What a few rough months of the year it has been so far. The unevenness of the markets, rising and falling, is enough to induce vertigo in many.
Portfolio values being so choppy is the everyday 'seen' and that rightfully so causes some amount of angst... however, what is the greater 'unseen' is that health care bill waiting for you 20 to 30 years out, the expense for that product that doesn't yet exist and will be an everyday item decade from today, enhancing your quality of life... those are the unseen that we are solving for in the portfolios we have created for you.
Innovation that we cannot see, hear or feel today is happening this very moment as surely as day follows night. The human advancement that we will see in the future is going to be mind-boggling... the amount of progress we read about e.g., in the medical journals (which will enhance the quality of life hence allowing all of us to live longer, better, and more productive lives) sometimes feels unreal.
The pundits and the talking heads of CNBC/ Bloomberg/ Fox etc. keep on twittering about the gloom and doom as if the markets will never recover. Do keep in mind they are not solving your future challenges in the coming years; instead, they are just seeking our attention in the here and now with fearful headlinesthat somehow this time it's different.
Now on to data and facts.
The data shows in our view that inflation has peaked and started to come off its high (Fig 1.). Core inflation (which excludes energy and food) has started to trend down.
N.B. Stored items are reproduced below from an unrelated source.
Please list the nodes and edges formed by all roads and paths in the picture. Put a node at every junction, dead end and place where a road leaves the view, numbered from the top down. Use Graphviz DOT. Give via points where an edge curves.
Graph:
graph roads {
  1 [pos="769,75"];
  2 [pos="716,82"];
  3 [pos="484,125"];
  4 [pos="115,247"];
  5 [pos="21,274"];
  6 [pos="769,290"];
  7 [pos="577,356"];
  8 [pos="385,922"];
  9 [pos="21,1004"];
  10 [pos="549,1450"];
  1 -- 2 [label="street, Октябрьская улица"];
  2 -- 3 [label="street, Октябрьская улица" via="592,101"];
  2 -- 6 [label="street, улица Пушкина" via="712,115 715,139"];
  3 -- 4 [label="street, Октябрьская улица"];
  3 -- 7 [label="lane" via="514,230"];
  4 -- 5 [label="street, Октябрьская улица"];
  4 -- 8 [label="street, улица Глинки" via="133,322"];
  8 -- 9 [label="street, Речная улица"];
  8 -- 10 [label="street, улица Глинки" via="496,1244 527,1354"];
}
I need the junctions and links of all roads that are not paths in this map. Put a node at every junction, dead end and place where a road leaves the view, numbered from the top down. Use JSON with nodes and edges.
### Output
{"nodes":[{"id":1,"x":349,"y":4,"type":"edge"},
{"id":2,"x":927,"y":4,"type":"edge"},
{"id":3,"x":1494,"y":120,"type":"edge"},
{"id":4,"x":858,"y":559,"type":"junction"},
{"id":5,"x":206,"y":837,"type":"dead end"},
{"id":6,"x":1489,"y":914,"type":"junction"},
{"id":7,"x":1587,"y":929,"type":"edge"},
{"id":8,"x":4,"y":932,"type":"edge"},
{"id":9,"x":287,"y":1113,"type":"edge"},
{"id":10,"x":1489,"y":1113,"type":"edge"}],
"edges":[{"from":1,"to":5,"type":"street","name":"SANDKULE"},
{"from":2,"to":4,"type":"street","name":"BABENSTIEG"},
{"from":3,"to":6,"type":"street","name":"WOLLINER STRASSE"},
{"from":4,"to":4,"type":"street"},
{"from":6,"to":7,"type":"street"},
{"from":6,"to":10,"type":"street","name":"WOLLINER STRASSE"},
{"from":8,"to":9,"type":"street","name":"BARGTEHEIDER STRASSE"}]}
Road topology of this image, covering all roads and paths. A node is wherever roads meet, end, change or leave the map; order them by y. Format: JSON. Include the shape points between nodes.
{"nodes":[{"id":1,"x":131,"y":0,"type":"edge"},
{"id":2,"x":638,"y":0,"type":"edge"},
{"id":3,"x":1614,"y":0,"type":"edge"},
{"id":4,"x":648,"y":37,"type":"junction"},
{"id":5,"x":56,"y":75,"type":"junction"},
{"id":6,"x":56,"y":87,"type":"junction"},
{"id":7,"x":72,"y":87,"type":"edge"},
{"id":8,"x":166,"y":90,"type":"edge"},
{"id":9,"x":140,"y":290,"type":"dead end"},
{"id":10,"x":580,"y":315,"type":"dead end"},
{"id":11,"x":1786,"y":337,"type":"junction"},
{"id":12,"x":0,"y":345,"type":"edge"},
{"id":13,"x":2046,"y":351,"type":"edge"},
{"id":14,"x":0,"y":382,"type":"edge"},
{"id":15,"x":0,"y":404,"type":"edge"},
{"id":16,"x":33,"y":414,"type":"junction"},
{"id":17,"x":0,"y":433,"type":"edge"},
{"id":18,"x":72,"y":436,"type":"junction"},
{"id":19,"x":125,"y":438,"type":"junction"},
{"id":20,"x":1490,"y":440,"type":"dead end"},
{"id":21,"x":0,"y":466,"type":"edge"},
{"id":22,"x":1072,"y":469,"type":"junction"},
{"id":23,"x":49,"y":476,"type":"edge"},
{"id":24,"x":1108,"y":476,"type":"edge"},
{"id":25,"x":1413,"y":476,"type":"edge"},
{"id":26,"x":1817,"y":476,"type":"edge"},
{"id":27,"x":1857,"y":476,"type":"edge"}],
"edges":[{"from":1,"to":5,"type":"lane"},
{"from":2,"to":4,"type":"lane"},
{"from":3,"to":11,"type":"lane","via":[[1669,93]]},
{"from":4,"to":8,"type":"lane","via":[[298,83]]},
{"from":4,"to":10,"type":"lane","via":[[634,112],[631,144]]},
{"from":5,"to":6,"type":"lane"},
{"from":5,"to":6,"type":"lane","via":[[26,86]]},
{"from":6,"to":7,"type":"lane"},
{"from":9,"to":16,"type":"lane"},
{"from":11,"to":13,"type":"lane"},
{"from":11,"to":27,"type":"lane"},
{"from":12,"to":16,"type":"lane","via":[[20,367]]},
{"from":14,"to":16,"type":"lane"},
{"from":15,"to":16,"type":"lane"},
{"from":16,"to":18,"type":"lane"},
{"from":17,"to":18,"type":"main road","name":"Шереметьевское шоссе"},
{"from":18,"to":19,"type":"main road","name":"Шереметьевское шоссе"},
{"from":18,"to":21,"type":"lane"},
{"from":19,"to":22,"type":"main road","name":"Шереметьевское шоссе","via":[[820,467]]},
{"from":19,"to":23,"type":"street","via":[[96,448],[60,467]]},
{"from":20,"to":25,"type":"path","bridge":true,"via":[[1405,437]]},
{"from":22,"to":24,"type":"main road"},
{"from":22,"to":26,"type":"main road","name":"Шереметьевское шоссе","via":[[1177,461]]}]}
Energy prices (both regular gasoline and crude oil) are down to almost pre-invasion (of Ukraine) levels. (Fig. 2.), which are declines of 30-40% from peak prices.
Food prices which had skyrocketed post-invasion have come down closer to earth. The massive shortages and possibility of famines predicted by the same twittering pundits have not come to pass. The United Nations Index of World's Food Price has this to report (i). The benchmark for world food commodity prices declined significantly in July, with major cereal and vegetable oil prices recording doubledigit percentage declines, the Food and Agriculture Organization of the United Nations reported.
Money Supply (M2) has also come off its high. (Fig. 3.), it has almost contracted to a point last seen in late 2000.
All the above is happening against the backdrop of the consumer demand still being strong (Fig.4.) in fact demand for services seems to be picking up pace, while demand for goods is stabilizing. This is likely as supply chains that satisfy goods demand are normalizing at a rapid pace hence reducing the inventory pressure.
The federal reserve (Fed) continues to raise short-term interest rates, including a 75 bps increase today as it seems to be battling inflation which in our view has already peaked. When this becomes clear to the market, sentiment to the upside should swing rapidly providing rocket fuel to the bull rally we have been expecting.
There is a gap between economic reality and the perceived reality by the investors... when this gap between reality and expectations is bridged, the market will rebound in our view, which should be about late 3Q- early 4Q,22 as mentioned in our prior communications.
Please keep center stage the view that while all is not great with the world, it is neither the end of days. Dawn is close at hand. Together we march to it.